* _WORK INSTRUCTIONS_
Where in the data below does the word "main" appear? Copy every line that has it.

* _GIVEN INFORMATION_
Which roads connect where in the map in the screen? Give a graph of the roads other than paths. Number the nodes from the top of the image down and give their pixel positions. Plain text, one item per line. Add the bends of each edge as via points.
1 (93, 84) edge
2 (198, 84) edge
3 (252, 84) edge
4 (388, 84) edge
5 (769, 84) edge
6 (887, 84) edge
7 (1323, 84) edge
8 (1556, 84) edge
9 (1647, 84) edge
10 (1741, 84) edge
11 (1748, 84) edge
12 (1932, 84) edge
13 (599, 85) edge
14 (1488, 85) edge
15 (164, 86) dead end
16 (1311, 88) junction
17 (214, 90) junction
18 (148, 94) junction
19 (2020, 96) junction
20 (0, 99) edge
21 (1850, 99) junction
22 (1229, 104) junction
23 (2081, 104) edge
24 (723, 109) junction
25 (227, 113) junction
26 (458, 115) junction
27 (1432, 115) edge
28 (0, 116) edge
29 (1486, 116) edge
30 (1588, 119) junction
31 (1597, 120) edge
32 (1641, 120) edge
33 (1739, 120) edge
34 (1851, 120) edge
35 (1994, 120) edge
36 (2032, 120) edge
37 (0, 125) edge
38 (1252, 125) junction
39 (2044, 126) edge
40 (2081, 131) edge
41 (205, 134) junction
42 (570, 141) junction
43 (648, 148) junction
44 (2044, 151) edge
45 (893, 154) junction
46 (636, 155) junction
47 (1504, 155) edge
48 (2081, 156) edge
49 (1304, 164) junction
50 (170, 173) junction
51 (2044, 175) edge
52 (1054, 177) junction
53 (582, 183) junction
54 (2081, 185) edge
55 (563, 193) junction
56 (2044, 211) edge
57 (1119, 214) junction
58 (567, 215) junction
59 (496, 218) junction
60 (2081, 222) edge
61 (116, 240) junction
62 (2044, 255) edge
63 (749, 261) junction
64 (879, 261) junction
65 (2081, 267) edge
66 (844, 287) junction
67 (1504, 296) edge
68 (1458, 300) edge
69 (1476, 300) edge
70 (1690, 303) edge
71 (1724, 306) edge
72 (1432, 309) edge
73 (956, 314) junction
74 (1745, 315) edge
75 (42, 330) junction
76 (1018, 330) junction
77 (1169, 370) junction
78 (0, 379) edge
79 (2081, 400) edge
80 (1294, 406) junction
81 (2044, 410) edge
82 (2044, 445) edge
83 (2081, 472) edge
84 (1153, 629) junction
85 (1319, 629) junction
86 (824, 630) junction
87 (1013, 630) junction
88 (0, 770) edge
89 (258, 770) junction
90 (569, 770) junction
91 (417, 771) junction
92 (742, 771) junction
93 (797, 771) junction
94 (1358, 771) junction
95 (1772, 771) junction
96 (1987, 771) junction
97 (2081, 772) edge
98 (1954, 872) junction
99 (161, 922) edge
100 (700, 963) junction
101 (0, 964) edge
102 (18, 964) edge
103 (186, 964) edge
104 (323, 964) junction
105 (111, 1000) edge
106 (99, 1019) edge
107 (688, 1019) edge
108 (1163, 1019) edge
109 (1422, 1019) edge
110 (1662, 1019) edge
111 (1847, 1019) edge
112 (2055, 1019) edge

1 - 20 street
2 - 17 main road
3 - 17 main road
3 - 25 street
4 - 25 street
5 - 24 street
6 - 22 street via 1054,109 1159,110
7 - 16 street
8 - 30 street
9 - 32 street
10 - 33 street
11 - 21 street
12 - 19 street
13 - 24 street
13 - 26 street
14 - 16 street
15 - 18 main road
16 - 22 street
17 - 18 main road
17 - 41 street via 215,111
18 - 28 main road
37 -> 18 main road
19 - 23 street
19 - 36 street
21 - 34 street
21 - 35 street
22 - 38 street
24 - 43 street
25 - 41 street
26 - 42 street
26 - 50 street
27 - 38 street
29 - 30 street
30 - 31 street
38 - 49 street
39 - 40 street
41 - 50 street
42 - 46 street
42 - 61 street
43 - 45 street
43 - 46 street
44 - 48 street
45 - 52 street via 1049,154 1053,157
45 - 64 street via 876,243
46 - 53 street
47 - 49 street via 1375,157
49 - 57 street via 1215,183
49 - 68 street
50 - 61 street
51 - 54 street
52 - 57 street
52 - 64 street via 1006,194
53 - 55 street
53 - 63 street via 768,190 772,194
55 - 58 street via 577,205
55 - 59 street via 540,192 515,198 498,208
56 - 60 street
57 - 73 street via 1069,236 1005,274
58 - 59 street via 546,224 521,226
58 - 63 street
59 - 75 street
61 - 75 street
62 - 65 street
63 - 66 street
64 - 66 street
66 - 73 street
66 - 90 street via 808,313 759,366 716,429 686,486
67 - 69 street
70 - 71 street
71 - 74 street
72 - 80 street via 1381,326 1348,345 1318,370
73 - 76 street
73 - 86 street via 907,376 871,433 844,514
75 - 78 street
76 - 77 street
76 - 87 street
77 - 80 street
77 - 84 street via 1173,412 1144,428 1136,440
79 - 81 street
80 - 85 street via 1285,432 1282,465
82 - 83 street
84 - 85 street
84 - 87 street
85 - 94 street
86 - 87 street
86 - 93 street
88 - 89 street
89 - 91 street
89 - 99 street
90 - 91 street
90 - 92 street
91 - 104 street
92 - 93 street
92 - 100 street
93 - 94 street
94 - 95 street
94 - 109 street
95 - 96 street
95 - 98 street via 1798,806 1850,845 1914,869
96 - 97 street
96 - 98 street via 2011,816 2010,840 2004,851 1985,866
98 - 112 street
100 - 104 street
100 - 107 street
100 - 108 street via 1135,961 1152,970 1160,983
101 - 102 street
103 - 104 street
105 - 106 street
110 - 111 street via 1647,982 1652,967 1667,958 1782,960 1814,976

* _ANSWER SECTION_
2 - 17 main road
3 - 17 main road
15 - 18 main road
17 - 18 main road
18 - 28 main road
37 -> 18 main road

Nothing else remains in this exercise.